The Journal of Arthroplasty, Volume 33, Issue 4, 1045 - 1051

A Randomized Non-Inferiority Trial of Adductor Canal Block for Analgesia After Total Knee Arthroplasty: Single Injection Versus Catheter Technique

Lee, Steven et al.
Knee

Background

Adductor canal blocks (ACBs) provide effective analgesia following total knee arthroplasty.

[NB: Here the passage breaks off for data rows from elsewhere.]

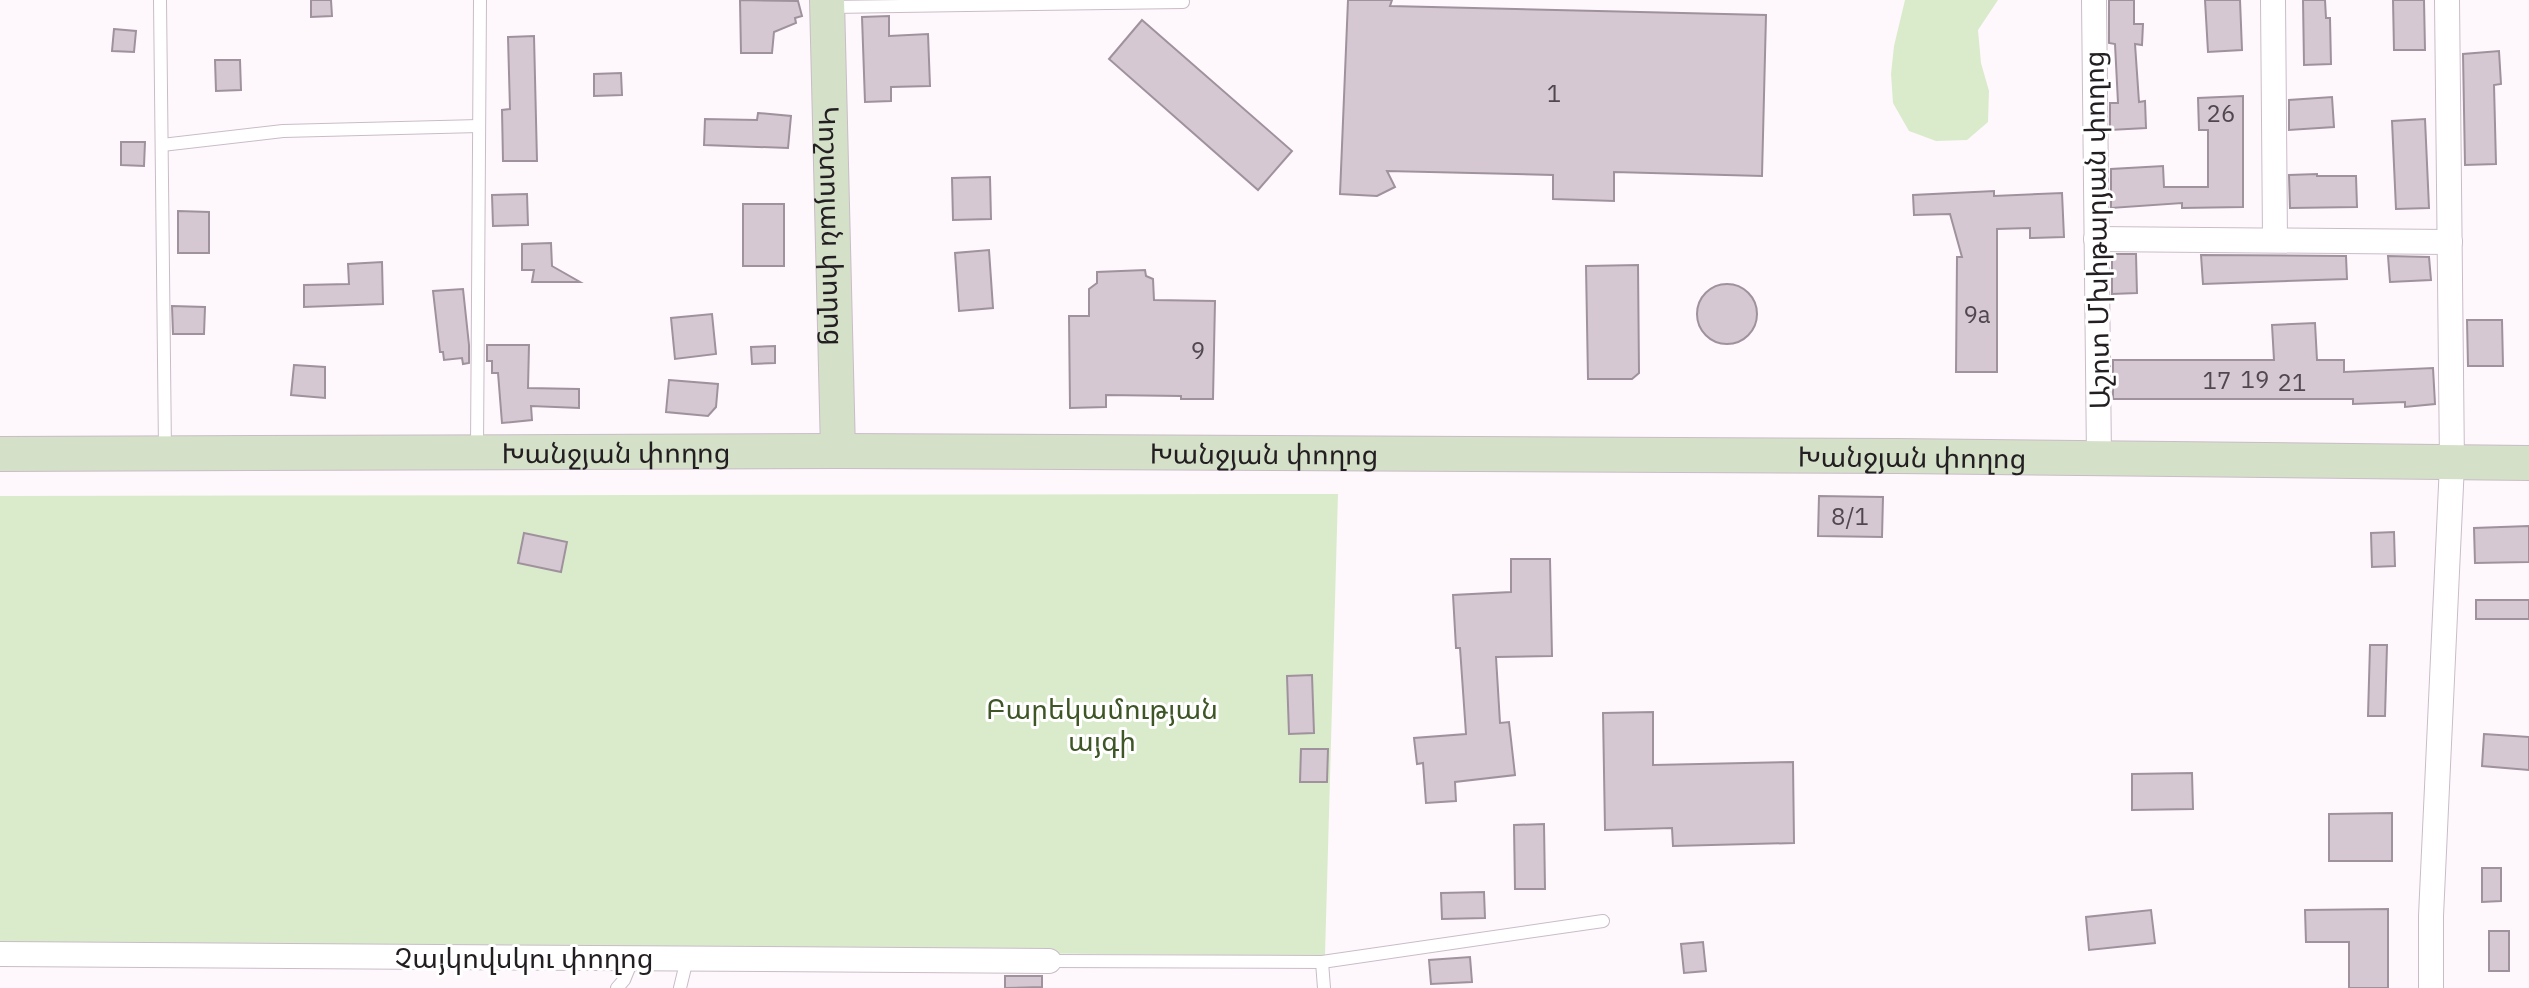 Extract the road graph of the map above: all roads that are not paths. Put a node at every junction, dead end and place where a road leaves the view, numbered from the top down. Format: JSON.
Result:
{"nodes":[{"id":1,"x":160,"y":0,"type":"edge"},
{"id":2,"x":480,"y":0,"type":"edge"},
{"id":3,"x":2094,"y":0,"type":"edge"},
{"id":4,"x":2273,"y":0,"type":"edge"},
{"id":5,"x":2447,"y":0,"type":"edge"},
{"id":6,"x":1183,"y":2,"type":"edge"},
{"id":7,"x":827,"y":3,"type":"edge"},
{"id":8,"x":479,"y":126,"type":"junction"},
{"id":9,"x":162,"y":145,"type":"junction"},
{"id":10,"x":2096,"y":239,"type":"junction"},
{"id":11,"x":2275,"y":240,"type":"junction"},
{"id":12,"x":2450,"y":242,"type":"junction"},
{"id":13,"x":838,"y":451,"type":"junction"},
{"id":14,"x":477,"y":452,"type":"junction"},
{"id":15,"x":0,"y":454,"type":"edge"},
{"id":16,"x":165,"y":454,"type":"junction"},
{"id":17,"x":2099,"y":459,"type":"junction"},
{"id":18,"x":2529,"y":463,"type":"edge"},
{"id":19,"x":2452,"y":464,"type":"junction"},
{"id":20,"x":1603,"y":921,"type":"dead end"},
{"id":21,"x":0,"y":954,"type":"edge"},
{"id":22,"x":633,"y":958,"type":"junction"},
{"id":23,"x":687,"y":959,"type":"junction"},
{"id":24,"x":1049,"y":961,"type":"joint"},
{"id":25,"x":1322,"y":962,"type":"junction"},
{"id":26,"x":617,"y":988,"type":"edge"},
{"id":27,"x":680,"y":988,"type":"edge"},
{"id":28,"x":1324,"y":988,"type":"edge"},
{"id":29,"x":2431,"y":988,"type":"edge"}],
"edges":[{"from":1,"to":9,"type":"lane"},
{"from":2,"to":8,"type":"lane"},
{"from":3,"to":10,"type":"street","name":"Աշոտ Մխիթարյան փողոց"},
{"from":4,"to":11,"type":"street"},
{"from":5,"to":12,"type":"street"},
{"from":6,"to":7,"type":"lane"},
{"from":7,"to":13,"type":"main road","name":"Կոշտոյան փողոց"},
{"from":8,"to":9,"type":"lane"},
{"from":8,"to":14,"type":"lane"},
{"from":9,"to":16,"type":"lane"},
{"from":10,"to":11,"type":"street"},
{"from":10,"to":17,"type":"street","name":"Աշոտ Մխիթարյան փողոց"},
{"from":11,"to":12,"type":"street"},
{"from":12,"to":19,"type":"street"},
{"from":13,"to":14,"type":"main road","name":"Խանջյան փողոց"},
{"from":13,"to":17,"type":"main road","name":"Խանջյան փողոց"},
{"from":14,"to":16,"type":"main road","name":"Խանջյան փողոց"},
{"from":15,"to":16,"type":"main road","name":"Խանջյան փողոց"},
{"from":17,"to":19,"type":"main road","name":"Խանջյան փողոց"},
{"from":18,"to":19,"type":"main road","name":"Խանջյան փողոց"},
{"from":19,"to":29,"type":"street"},
{"from":20,"to":25,"type":"lane"},
{"from":21,"to":22,"type":"street","name":"Չայկովսկու փողոց"},
{"from":22,"to":23,"type":"street","name":"Չայկովսկու փողոց"},
{"from":22,"to":26,"type":"lane"},
{"from":23,"to":24,"type":"street","name":"Չայկովսկու փողոց"},
{"from":23,"to":27,"type":"lane"},
{"from":24,"to":25,"type":"lane"},
{"from":25,"to":28,"type":"lane"}]} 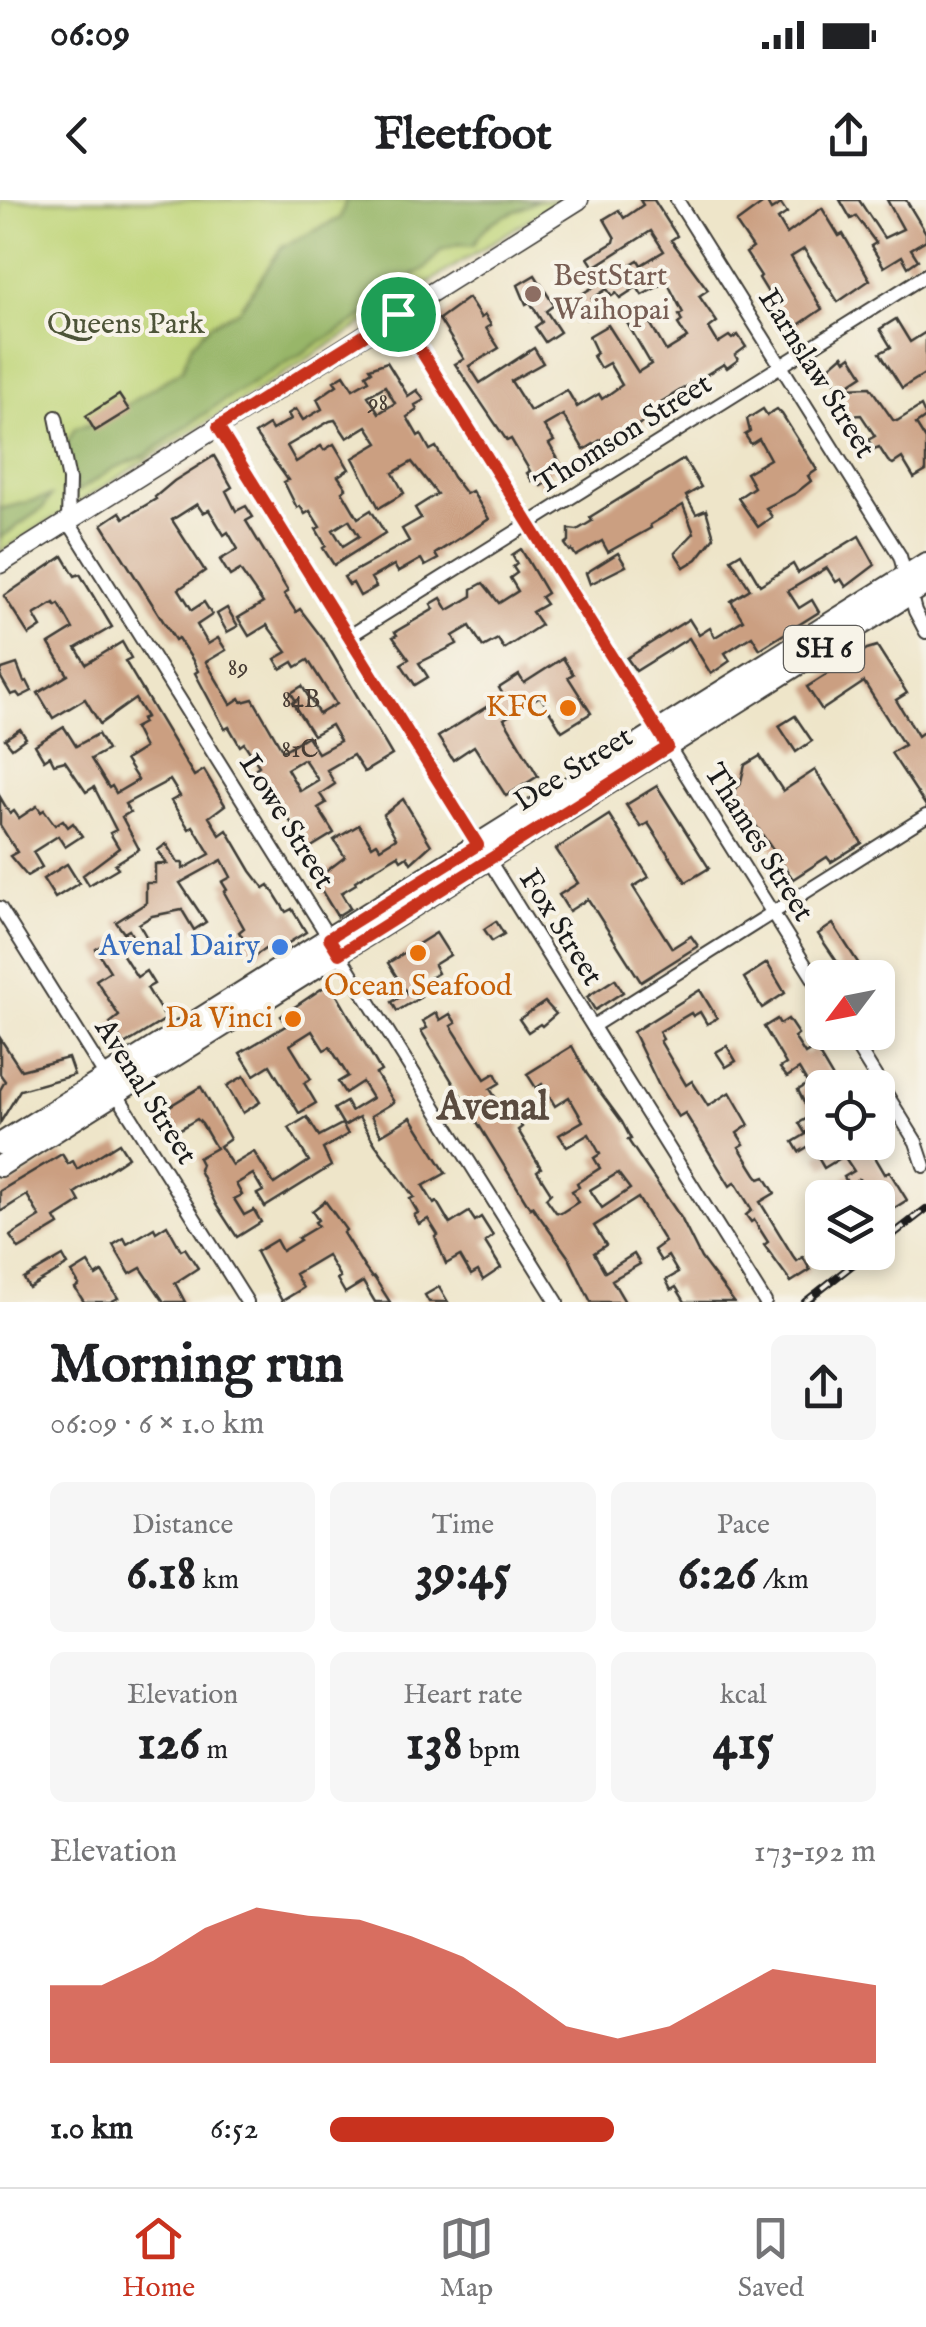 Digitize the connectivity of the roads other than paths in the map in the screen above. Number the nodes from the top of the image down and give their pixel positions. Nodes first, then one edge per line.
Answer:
1 (579, 200) edge
2 (677, 200) edge
3 (926, 276) edge
4 (398, 314) junction
5 (782, 366) junction
6 (56, 416) dead end
7 (218, 427) junction
8 (68, 521) junction
9 (529, 524) junction
10 (926, 563) edge
11 (0, 564) edge
12 (914, 584) edge
13 (926, 632) edge
14 (348, 637) junction
15 (663, 739) junction
16 (926, 816) edge
17 (483, 852) junction
18 (0, 908) edge
19 (774, 913) junction
20 (334, 946) junction
21 (805, 964) edge
22 (593, 1026) junction
23 (859, 1050) edge
24 (111, 1085) junction
25 (0, 1144) edge
26 (0, 1166) edge
27 (924, 1166) edge
28 (247, 1302) edge
29 (557, 1302) edge
30 (765, 1302) edge

1 - 4 main road
2 - 5 street, Earnslaw Street
3 - 5 street, Thomson Street
4 - 7 main road
4 - 9 street, Thames Street
5 - 9 street, Thomson Street
5 - 12 street, Earnslaw Street
6 - 8 street
7 - 8 main road
7 - 14 street, Fox Street
8 - 11 main road
8 - 20 street, Lowe Street
9 - 14 street, Thomson Street
9 - 15 street, Thames Street
10 - 12 main road, Dee Street / SH 6
12 - 13 street, Earnslaw Street
12 - 15 main road, Dee Street / SH 6
14 - 17 street, Fox Street
15 - 17 main road, Dee Street / SH 6
15 - 19 street, Thames Street
16 - 19 street
17 - 20 main road, Dee Street / SH 6
17 - 22 street, Fox Street
18 - 24 street, Avenal Street
19 - 21 street, Thames Street
19 - 22 street
20 - 24 main road, Dee Street / SH 6
20 - 29 street, Lowe Street
22 - 30 street, Fox Street
23 - 27 street
24 - 25 main road, Dee Street / SH 6
24 - 26 main road, Dee Street / SH 6
24 - 28 street, Avenal Street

We hypothesized that ACB single injection plus intravenous (IV) dexamethasone (Dex) shows non-inferiority to catheter, while ACB single injection does not.

Methods

One hundred eighty patients were randomized and 177 analyzed from among 1 of 3 ACB interventions: (1) 0.5% ropivacaine 20 mL; (2) 0.5% ropivacaine 20 mL plus IV Dex 8 mg; (3) 0.5% ropivacaine 20 mL followed by continuous infusion of 0.2% ropivacaine at 5 mL/h for 48 hours. The primary endpoint was cumulative opioid consumption at 24 hours in oral morphine equivalents, with a non-inferiority limit of 30 mg. Secondary endpoints included opioid consumption at 12 and 48 hours, rest pain scores, quality of recovery survey, length of stay, and anti-emetic usage.

Results

For 24-hour opioid consumption, single injection ACB with and without IV Dex had a mean difference of −24.2 mg (confidence interval [CI] 0.5 to −48.9, P < .001) and −21 mg (CI 3.2 to −45.1, P < .001) relative to catheter, demonstrating non-inferiority. Non-inferiority was also shown at 12 hours by Dex and single injection over catheter with mean difference of −20.4 mg (CI −6.8 to −33.9, P < .001) and −15.1 mg (CI −2.1 to −28.2, P < .001), respectively. No intergroup difference was found for 48-hour opioid consumption. No differences in other secondary outcomes were observed across the 3 groups.

Conclusion

Single injection ACB, with and without IV Dex, is non-inferior to ACB catheters in 24-hour opioid consumption, and may be attractive options for early-discharge, fast-track total knee arthroplasty.